Students: Don’t sit on the arms of the plastic chairs on the Quad. Don’t do it because when you do, the chairs break.
When the Associated Student Body bought the first set of Quad chairs last spring, it cost them about $2,000. The students of Palo Alto High School, by failing to sit normally and engaging in other foolhardy behaviors, managed to reduce the set of 100 fully functional chairs to a set of roughly 10 chairs at varying levels of functionality.
Now, Principal Phil Winston has bought new chairs — roughly 70 chairs at $20 a piece for a total of roughly $1,400 — for the student body to enjoy on the Quad, and we have a choice.

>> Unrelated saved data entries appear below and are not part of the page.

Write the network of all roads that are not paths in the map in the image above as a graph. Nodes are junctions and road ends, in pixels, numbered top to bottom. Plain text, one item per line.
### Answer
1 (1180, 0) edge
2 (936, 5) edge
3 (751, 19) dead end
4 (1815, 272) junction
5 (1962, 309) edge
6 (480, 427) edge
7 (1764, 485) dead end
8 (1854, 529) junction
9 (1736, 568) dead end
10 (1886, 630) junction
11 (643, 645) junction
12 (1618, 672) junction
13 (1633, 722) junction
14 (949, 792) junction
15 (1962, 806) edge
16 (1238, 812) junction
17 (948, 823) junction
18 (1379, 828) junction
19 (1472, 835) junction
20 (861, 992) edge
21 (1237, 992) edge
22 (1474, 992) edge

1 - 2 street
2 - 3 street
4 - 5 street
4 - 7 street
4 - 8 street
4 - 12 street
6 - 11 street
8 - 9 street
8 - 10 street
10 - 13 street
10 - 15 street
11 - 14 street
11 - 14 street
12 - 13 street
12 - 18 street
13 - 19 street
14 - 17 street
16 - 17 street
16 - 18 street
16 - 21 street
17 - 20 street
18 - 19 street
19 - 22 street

We can either make waste of his investment as we did with ASB’s purchase last time, or we can prove that we deserve the dignity of sitting in chairs, by sitting in these chairs the right way.

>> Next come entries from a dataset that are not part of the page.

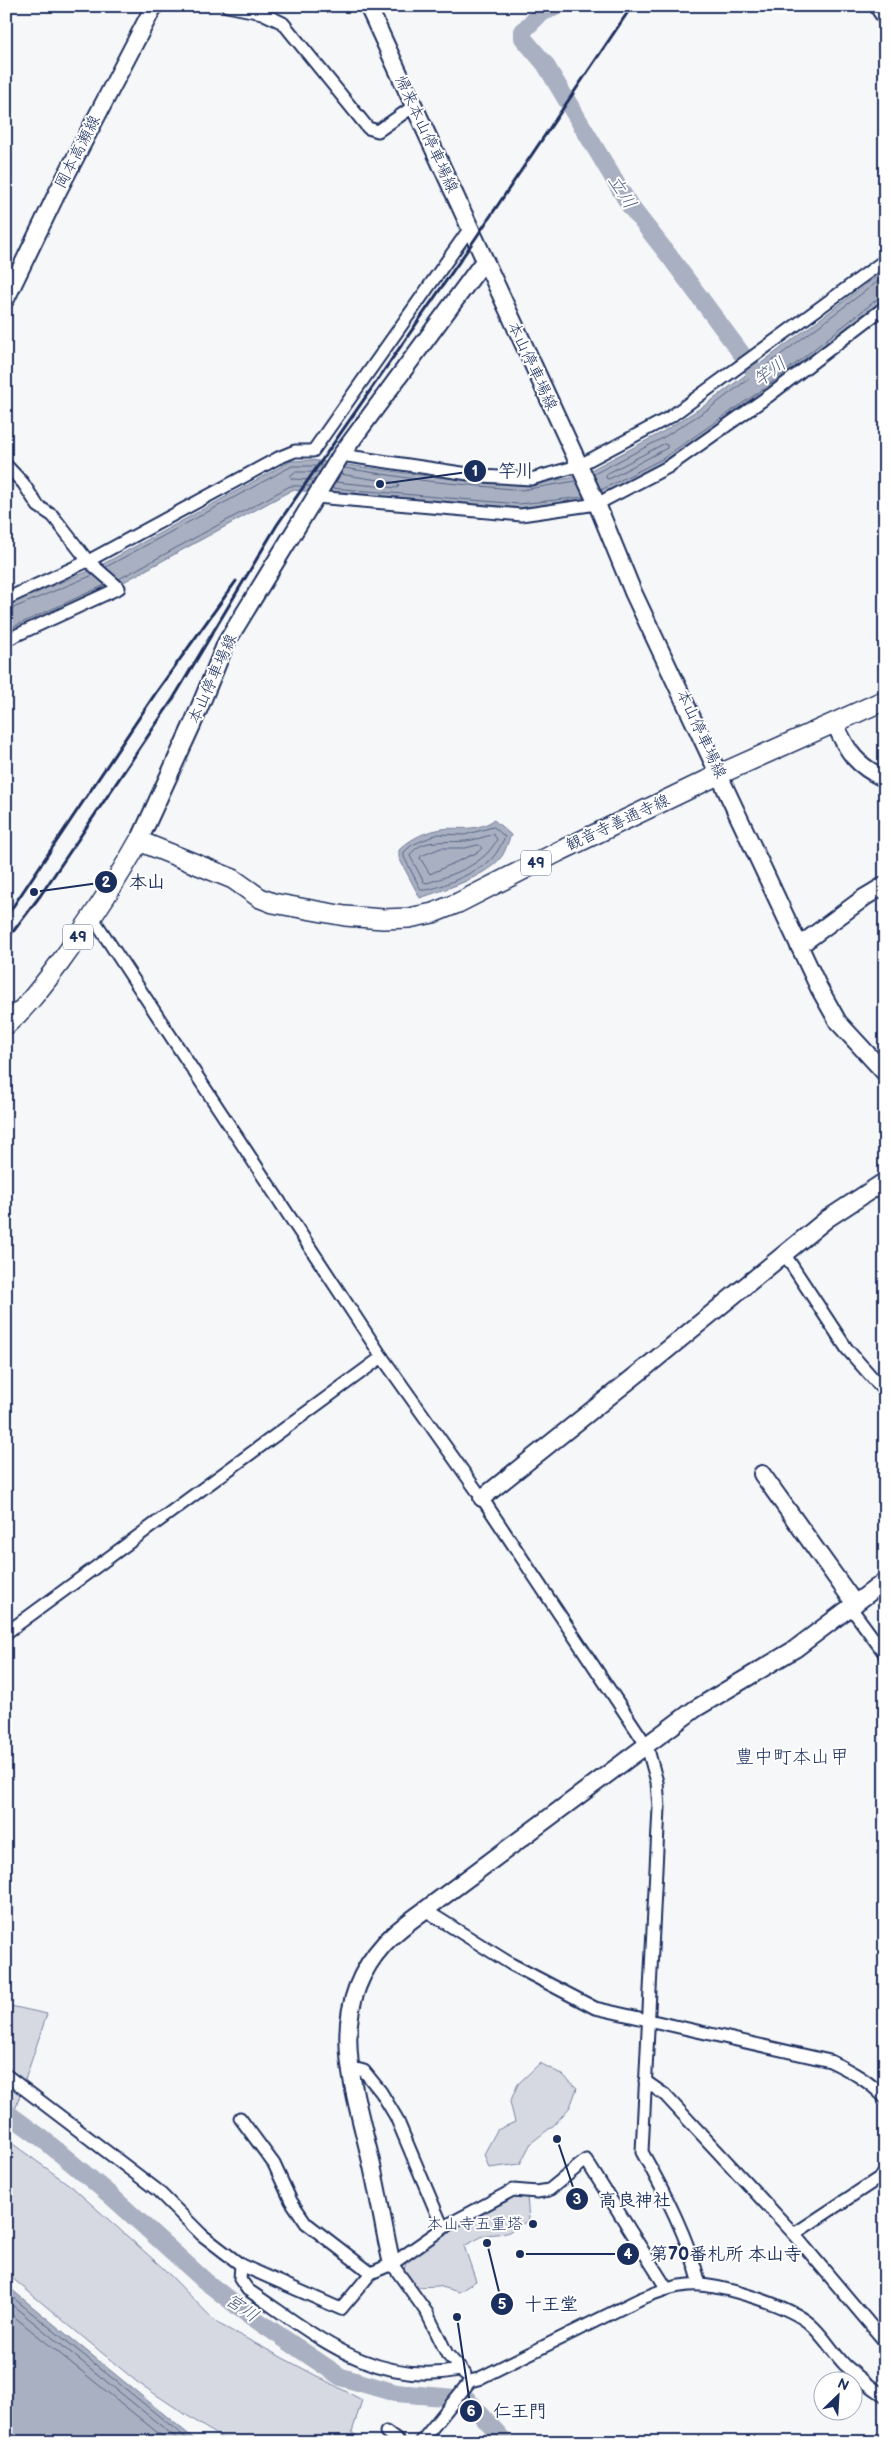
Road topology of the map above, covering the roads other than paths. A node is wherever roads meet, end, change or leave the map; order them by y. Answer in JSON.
{"nodes":[{"id":1,"x":154,"y":6,"type":"edge"},
{"id":2,"x":227,"y":6,"type":"edge"},
{"id":3,"x":368,"y":6,"type":"edge"},
{"id":4,"x":875,"y":6,"type":"edge"},
{"id":5,"x":885,"y":21,"type":"edge"},
{"id":6,"x":414,"y":106,"type":"junction"},
{"id":7,"x":470,"y":228,"type":"junction"},
{"id":8,"x":885,"y":260,"type":"edge"},
{"id":9,"x":484,"y":261,"type":"junction"},
{"id":10,"x":6,"y":299,"type":"edge"},
{"id":11,"x":885,"y":307,"type":"edge"},
{"id":12,"x":341,"y":455,"type":"junction"},
{"id":13,"x":6,"y":465,"type":"edge"},
{"id":14,"x":580,"y":469,"type":"junction"},
{"id":15,"x":316,"y":497,"type":"junction"},
{"id":16,"x":596,"y":501,"type":"junction"},
{"id":17,"x":91,"y":563,"type":"junction"},
{"id":18,"x":6,"y":599,"type":"edge"},
{"id":19,"x":6,"y":640,"type":"edge"},
{"id":20,"x":885,"y":700,"type":"edge"},
{"id":21,"x":836,"y":724,"type":"junction"},
{"id":22,"x":720,"y":774,"type":"junction"},
{"id":23,"x":885,"y":779,"type":"edge"},
{"id":24,"x":138,"y":841,"type":"junction"},
{"id":25,"x":885,"y":885,"type":"edge"},
{"id":26,"x":93,"y":918,"type":"junction"},
{"id":27,"x":800,"y":946,"type":"junction"},
{"id":28,"x":6,"y":1025,"type":"edge"},
{"id":29,"x":885,"y":1074,"type":"edge"},
{"id":30,"x":885,"y":1181,"type":"edge"},
{"id":31,"x":785,"y":1255,"type":"junction"},
{"id":32,"x":382,"y":1357,"type":"junction"},
{"id":33,"x":885,"y":1392,"type":"edge"},
{"id":34,"x":762,"y":1474,"type":"dead end"},
{"id":35,"x":482,"y":1498,"type":"junction"},
{"id":36,"x":885,"y":1581,"type":"edge"},
{"id":37,"x":853,"y":1606,"type":"junction"},
{"id":38,"x":6,"y":1633,"type":"edge"},
{"id":39,"x":885,"y":1654,"type":"edge"},
{"id":40,"x":647,"y":1746,"type":"junction"},
{"id":41,"x":425,"y":1910,"type":"junction"},
{"id":42,"x":650,"y":2021,"type":"junction"},
{"id":43,"x":349,"y":2067,"type":"junction"},
{"id":44,"x":6,"y":2075,"type":"edge"},
{"id":45,"x":645,"y":2081,"type":"junction"},
{"id":46,"x":885,"y":2098,"type":"edge"},
{"id":47,"x":240,"y":2118,"type":"dead end"},
{"id":48,"x":885,"y":2174,"type":"edge"},
{"id":49,"x":443,"y":2228,"type":"junction"},
{"id":50,"x":794,"y":2234,"type":"junction"},
{"id":51,"x":392,"y":2264,"type":"junction"},
{"id":52,"x":241,"y":2265,"type":"junction"},
{"id":53,"x":371,"y":2273,"type":"junction"},
{"id":54,"x":700,"y":2284,"type":"junction"},
{"id":55,"x":666,"y":2289,"type":"junction"},
{"id":56,"x":885,"y":2342,"type":"edge"},
{"id":57,"x":460,"y":2370,"type":"junction"},
{"id":58,"x":469,"y":2383,"type":"junction"},
{"id":59,"x":885,"y":2396,"type":"edge"},
{"id":60,"x":386,"y":2432,"type":"dead end"},
{"id":61,"x":399,"y":2442,"type":"edge"},
{"id":62,"x":421,"y":2442,"type":"edge"}],
"edges":[{"from":1,"to":10,"type":"main road","name":"岡本高瀬線"},
{"from":2,"to":6,"type":"street"},
{"from":3,"to":6,"type":"main road","name":"帰来本山停車場線"},
{"from":4,"to":5,"type":"street"},
{"from":6,"to":7,"type":"main road","name":"帰来本山停車場線"},
{"from":7,"to":9,"type":"main road","name":"帰来本山停車場線"},
{"from":7,"to":17,"type":"street"},
{"from":8,"to":14,"type":"street"},
{"from":9,"to":12,"type":"main road","name":"本山停車場線"},
{"from":9,"to":14,"type":"main road","name":"本山停車場線"},
{"from":11,"to":16,"type":"street"},
{"from":12,"to":14,"type":"street"},
{"from":12,"to":15,"type":"main road","name":"本山停車場線"},
{"from":13,"to":17,"type":"street"},
{"from":14,"to":16,"type":"main road","name":"本山停車場線"},
{"from":15,"to":16,"type":"street"},
{"from":15,"to":24,"type":"main road","name":"本山停車場線"},
{"from":16,"to":22,"type":"main road","name":"本山停車場線"},
{"from":17,"to":18,"type":"street"},
{"from":17,"to":19,"type":"street"},
{"from":20,"to":21,"type":"main road","name":"観音寺善通寺線","number":"49"},
{"from":21,"to":22,"type":"main road","name":"観音寺善通寺線","number":"49"},
{"from":21,"to":23,"type":"main road"},
{"from":22,"to":24,"type":"main road","name":"観音寺善通寺線","number":"49"},
{"from":22,"to":27,"type":"main road","name":"本山停車場線"},
{"from":24,"to":26,"type":"main road","number":"49"},
{"from":25,"to":27,"type":"main road"},
{"from":26,"to":28,"type":"main road","number":"49"},
{"from":26,"to":32,"type":"street"},
{"from":27,"to":29,"type":"main road","name":"本山停車場線"},
{"from":30,"to":31,"type":"main road"},
{"from":31,"to":33,"type":"street"},
{"from":31,"to":35,"type":"main road"},
{"from":32,"to":35,"type":"street"},
{"from":32,"to":38,"type":"street"},
{"from":34,"to":37,"type":"main road"},
{"from":35,"to":40,"type":"street"},
{"from":36,"to":37,"type":"main road"},
{"from":37,"to":39,"type":"street"},
{"from":37,"to":40,"type":"main road"},
{"from":40,"to":41,"type":"main road"},
{"from":40,"to":42,"type":"street"},
{"from":41,"to":42,"type":"street"},
{"from":41,"to":43,"type":"main road"},
{"from":42,"to":45,"type":"street"},
{"from":42,"to":46,"type":"street"},
{"from":43,"to":49,"type":"street"},
{"from":43,"to":51,"type":"main road"},
{"from":44,"to":52,"type":"street"},
{"from":45,"to":50,"type":"street"},
{"from":45,"to":54,"type":"street"},
{"from":47,"to":53,"type":"street"},
{"from":48,"to":50,"type":"street"},
{"from":49,"to":51,"type":"street"},
{"from":49,"to":55,"type":"street"},
{"from":50,"to":56,"type":"street"},
{"from":51,"to":53,"type":"street"},
{"from":51,"to":57,"type":"street"},
{"from":52,"to":53,"type":"street"},
{"from":52,"to":57,"type":"street"},
{"from":54,"to":55,"type":"street"},
{"from":54,"to":59,"type":"street"},
{"from":55,"to":58,"type":"street"},
{"from":57,"to":58,"type":"street"},
{"from":58,"to":62,"type":"street"},
{"from":60,"to":61,"type":"street"}]}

Remember, if you break these chairs, you will be reduced to sitting on the ground again. Maybe that’s not a problem for you. If that’s the case, don’t bother sitting in the chairs at all. Let the people who appreciate the privilege use the chairs, because those people are sure to take better care of them than you.
It’s excruciatingly obvious: Don’t treat things given to you carelessly, because it’s incredibly rude and obnoxious. And yet somehow, students have trouble with the concept.
“The longer we take care of the chairs, the longer we will have them to use,” said Student Activities Director Matt Hall. “ASB budgets — and school budgets in general — are not bottomless, infinite pools of money, even in Palo Alto.”
That’s right — even in Palo Alto. It is not unreasonable to believe that the student body has been treating these chairs so poorly because they have no concept of value, because they are spoiled kids from Palo Alto. That’s the message that’s being sent when you break chairs because you can’t figure out how to sit properly. That’s not a message that you want to send.
So come on, people. Don’t do that. It makes you look unbelievably foolish.
Then again, if simply wanting to be a respectable person isn’t enough to convince you to be careful with school property, maybe the following new policy is.
Principal Phil Winston said: “This time, if a student breaks one, we will be asking them to replace the chair.”